What you need to do. Copy out all the lines of the data that hold the word "Faye".

Task data.

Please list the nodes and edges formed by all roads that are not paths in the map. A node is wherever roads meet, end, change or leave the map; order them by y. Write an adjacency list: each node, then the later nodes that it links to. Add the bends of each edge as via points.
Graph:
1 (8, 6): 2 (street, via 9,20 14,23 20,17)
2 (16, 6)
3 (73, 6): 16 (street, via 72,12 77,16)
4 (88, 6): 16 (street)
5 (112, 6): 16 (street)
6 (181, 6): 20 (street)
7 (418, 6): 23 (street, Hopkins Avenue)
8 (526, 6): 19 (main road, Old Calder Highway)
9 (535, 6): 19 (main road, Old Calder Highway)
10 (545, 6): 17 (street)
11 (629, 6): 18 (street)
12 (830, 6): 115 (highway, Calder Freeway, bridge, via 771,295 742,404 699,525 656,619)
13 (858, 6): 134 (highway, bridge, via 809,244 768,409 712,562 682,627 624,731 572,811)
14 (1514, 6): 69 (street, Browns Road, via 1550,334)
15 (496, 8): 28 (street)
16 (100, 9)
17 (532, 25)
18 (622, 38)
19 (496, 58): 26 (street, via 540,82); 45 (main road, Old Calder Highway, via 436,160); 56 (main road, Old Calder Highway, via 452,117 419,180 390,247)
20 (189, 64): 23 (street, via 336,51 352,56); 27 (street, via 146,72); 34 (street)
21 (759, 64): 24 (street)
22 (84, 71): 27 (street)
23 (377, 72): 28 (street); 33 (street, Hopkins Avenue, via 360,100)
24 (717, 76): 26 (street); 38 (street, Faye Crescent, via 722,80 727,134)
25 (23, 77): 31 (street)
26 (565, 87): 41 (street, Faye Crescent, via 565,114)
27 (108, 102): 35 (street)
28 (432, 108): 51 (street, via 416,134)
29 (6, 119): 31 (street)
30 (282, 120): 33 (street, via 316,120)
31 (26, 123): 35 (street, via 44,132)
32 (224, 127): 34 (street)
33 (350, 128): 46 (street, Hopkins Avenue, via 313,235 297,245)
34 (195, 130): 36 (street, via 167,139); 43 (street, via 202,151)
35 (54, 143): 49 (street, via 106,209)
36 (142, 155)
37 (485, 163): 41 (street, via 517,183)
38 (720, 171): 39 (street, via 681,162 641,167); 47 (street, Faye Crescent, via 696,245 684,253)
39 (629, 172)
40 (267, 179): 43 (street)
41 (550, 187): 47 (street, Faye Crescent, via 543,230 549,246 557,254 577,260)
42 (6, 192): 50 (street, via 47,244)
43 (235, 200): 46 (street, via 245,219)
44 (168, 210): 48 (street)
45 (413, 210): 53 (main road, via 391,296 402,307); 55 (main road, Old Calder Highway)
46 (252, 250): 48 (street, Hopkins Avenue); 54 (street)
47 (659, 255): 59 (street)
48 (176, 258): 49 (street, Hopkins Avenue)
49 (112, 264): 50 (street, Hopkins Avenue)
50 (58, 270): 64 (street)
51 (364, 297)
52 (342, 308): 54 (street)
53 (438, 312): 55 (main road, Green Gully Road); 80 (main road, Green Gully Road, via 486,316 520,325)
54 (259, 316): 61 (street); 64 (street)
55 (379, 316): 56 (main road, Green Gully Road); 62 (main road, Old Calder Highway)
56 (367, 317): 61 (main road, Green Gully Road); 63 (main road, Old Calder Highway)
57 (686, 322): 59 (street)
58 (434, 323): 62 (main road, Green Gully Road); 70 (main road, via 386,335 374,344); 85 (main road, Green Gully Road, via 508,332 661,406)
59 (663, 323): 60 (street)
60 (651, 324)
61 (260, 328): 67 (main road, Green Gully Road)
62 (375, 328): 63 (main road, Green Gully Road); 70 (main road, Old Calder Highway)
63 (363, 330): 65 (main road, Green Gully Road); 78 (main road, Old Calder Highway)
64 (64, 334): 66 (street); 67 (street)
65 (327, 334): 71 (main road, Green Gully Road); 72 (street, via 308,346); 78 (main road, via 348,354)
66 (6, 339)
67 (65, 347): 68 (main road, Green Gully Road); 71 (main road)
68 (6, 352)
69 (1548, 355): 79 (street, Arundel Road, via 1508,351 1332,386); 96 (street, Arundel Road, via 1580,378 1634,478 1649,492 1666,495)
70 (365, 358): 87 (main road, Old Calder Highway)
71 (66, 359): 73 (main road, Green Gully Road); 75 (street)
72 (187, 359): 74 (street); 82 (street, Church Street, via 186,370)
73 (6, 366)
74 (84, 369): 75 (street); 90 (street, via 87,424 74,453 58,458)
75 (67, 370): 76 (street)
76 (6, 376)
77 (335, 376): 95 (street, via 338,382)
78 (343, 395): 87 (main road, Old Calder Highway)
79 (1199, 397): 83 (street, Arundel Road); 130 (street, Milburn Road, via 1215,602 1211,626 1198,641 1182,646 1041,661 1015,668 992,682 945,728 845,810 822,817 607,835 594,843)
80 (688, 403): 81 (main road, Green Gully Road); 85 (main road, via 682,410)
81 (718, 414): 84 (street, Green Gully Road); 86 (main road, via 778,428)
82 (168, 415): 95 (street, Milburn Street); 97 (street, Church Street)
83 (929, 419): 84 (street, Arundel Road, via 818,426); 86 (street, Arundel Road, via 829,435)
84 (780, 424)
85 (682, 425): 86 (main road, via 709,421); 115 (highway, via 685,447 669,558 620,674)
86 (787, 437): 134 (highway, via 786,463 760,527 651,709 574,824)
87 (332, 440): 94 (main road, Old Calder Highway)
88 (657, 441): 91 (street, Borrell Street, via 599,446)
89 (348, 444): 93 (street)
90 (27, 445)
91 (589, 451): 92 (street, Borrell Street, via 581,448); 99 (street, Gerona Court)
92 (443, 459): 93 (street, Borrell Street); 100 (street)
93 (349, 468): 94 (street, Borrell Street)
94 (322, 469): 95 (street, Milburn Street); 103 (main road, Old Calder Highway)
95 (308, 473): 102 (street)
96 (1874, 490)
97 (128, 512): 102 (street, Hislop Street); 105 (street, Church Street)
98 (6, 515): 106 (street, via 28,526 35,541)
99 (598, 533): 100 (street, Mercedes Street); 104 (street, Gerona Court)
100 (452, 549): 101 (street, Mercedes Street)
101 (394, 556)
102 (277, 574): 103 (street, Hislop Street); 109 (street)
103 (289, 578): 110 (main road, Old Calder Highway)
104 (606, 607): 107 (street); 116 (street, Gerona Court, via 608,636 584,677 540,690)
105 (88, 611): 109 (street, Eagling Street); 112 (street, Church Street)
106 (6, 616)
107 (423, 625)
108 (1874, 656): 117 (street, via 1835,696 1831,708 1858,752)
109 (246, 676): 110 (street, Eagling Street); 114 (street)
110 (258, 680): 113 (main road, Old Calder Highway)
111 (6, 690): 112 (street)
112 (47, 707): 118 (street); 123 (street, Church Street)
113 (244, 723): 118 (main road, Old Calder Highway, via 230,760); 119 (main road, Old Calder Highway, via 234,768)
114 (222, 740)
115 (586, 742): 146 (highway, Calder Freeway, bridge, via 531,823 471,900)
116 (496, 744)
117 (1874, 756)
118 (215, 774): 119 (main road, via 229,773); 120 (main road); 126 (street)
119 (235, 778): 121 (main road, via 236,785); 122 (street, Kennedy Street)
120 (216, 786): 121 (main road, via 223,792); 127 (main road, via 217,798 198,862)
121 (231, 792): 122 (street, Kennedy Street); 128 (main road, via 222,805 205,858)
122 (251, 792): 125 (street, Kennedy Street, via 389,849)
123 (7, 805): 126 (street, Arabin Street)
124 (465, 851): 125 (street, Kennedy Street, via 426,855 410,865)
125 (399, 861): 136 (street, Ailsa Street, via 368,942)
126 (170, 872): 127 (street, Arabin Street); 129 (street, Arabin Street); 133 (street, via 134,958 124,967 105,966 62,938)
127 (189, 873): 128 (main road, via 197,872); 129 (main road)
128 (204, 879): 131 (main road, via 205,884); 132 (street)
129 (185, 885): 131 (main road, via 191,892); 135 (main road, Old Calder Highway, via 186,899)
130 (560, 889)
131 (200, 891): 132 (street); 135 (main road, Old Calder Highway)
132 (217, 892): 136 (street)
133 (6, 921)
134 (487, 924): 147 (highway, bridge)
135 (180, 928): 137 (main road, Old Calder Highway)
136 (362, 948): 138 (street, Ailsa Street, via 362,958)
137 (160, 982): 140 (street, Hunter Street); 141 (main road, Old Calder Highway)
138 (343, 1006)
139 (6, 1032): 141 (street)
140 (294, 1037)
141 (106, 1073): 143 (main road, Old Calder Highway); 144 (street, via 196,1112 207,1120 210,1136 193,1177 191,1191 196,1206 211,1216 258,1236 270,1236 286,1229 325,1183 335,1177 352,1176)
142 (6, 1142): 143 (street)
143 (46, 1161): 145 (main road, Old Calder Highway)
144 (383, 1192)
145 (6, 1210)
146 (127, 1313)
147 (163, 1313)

Result.
24 (717, 76): 26 (street); 38 (street, Faye Crescent, via 722,80 727,134)
26 (565, 87): 41 (street, Faye Crescent, via 565,114)
38 (720, 171): 39 (street, via 681,162 641,167); 47 (street, Faye Crescent, via 696,245 684,253)
41 (550, 187): 47 (street, Faye Crescent, via 543,230 549,246 557,254 577,260)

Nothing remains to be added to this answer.